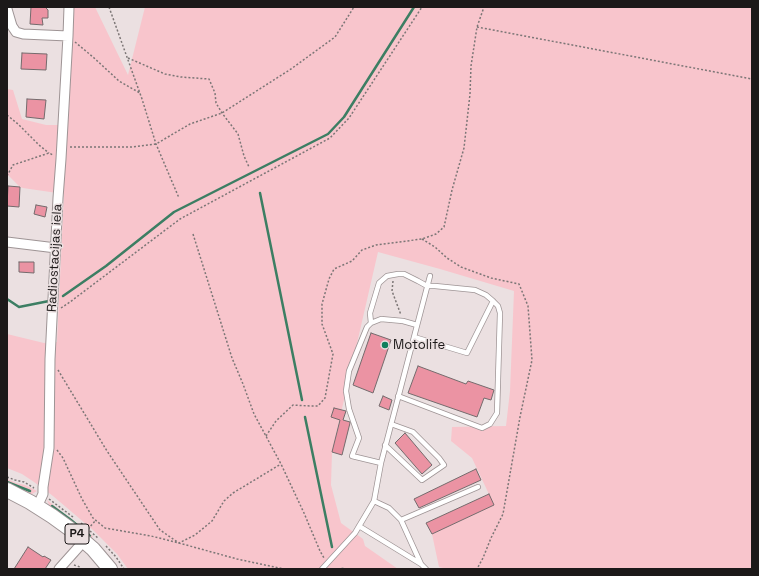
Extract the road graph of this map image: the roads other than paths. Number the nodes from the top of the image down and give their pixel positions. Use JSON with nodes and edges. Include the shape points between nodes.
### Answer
{"nodes":[{"id":1,"x":69,"y":7,"type":"edge"},
{"id":2,"x":7,"y":9,"type":"edge"},
{"id":3,"x":68,"y":36,"type":"junction"},
{"id":4,"x":7,"y":242,"type":"edge"},
{"id":5,"x":56,"y":248,"type":"junction"},
{"id":6,"x":430,"y":276,"type":"dead end"},
{"id":7,"x":427,"y":286,"type":"junction"},
{"id":8,"x":493,"y":301,"type":"junction"},
{"id":9,"x":371,"y":322,"type":"junction"},
{"id":10,"x":417,"y":325,"type":"junction"},
{"id":11,"x":414,"y":337,"type":"junction"},
{"id":12,"x":398,"y":396,"type":"junction"},
{"id":13,"x":391,"y":424,"type":"junction"},
{"id":14,"x":386,"y":445,"type":"junction"},
{"id":15,"x":381,"y":463,"type":"junction"},
{"id":16,"x":478,"y":488,"type":"dead end"},
{"id":17,"x":7,"y":490,"type":"edge"},
{"id":18,"x":374,"y":501,"type":"junction"},
{"id":19,"x":37,"y":507,"type":"junction"},
{"id":20,"x":401,"y":520,"type":"junction"},
{"id":21,"x":359,"y":526,"type":"junction"},
{"id":22,"x":86,"y":535,"type":"junction"},
{"id":23,"x":421,"y":564,"type":"junction"},
{"id":24,"x":59,"y":569,"type":"edge"},
{"id":25,"x":110,"y":569,"type":"edge"},
{"id":26,"x":322,"y":569,"type":"edge"},
{"id":27,"x":426,"y":569,"type":"edge"}],
"edges":[{"from":1,"to":3,"type":"street","name":"Radiostacijas iela"},
{"from":2,"to":3,"type":"street","via":[[16,32]]},
{"from":3,"to":5,"type":"street","name":"Radiostacijas iela"},
{"from":4,"to":5,"type":"street"},
{"from":5,"to":19,"type":"street","name":"Radiostacijas iela","via":[[50,359],[49,445],[43,494]]},
{"from":6,"to":7,"type":"lane"},
{"from":7,"to":8,"type":"lane","via":[[475,290]]},
{"from":7,"to":9,"type":"lane","via":[[404,274],[386,276],[379,283],[370,312]]},
{"from":7,"to":10,"type":"lane"},
{"from":8,"to":11,"type":"lane","via":[[467,353]]},
{"from":8,"to":12,"type":"lane","via":[[500,313],[497,413],[490,424],[482,428]]},
{"from":9,"to":10,"type":"lane","via":[[381,319]]},
{"from":9,"to":15,"type":"lane","via":[[350,371],[346,391],[359,438],[352,456]]},
{"from":10,"to":11,"type":"lane"},
{"from":11,"to":12,"type":"lane"},
{"from":12,"to":13,"type":"lane"},
{"from":13,"to":14,"type":"lane"},
{"from":13,"to":14,"type":"lane","via":[[413,432],[444,465],[422,480]]},
{"from":14,"to":15,"type":"lane"},
{"from":15,"to":18,"type":"lane"},
{"from":16,"to":20,"type":"lane"},
{"from":17,"to":19,"type":"main road","number":"P4"},
{"from":18,"to":20,"type":"lane","via":[[389,508]]},
{"from":18,"to":21,"type":"lane"},
{"from":19,"to":22,"type":"main road","number":"P4"},
{"from":20,"to":23,"type":"lane"},
{"from":21,"to":23,"type":"lane"},
{"from":21,"to":26,"type":"lane"},
{"from":22,"to":24,"type":"street"},
{"from":22,"to":25,"type":"main road","number":"P4"},
{"from":23,"to":27,"type":"lane"}]}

★ ★ ★ ★

◆ Your goal
Copy all lines from the material that contain "name".

◆ Task result
"edges":[{"from":1,"to":3,"type":"street","name":"Radiostacijas iela"},
{"from":3,"to":5,"type":"street","name":"Radiostacijas iela"},
{"from":5,"to":19,"type":"street","name":"Radiostacijas iela","via":[[50,359],[49,445],[43,494]]},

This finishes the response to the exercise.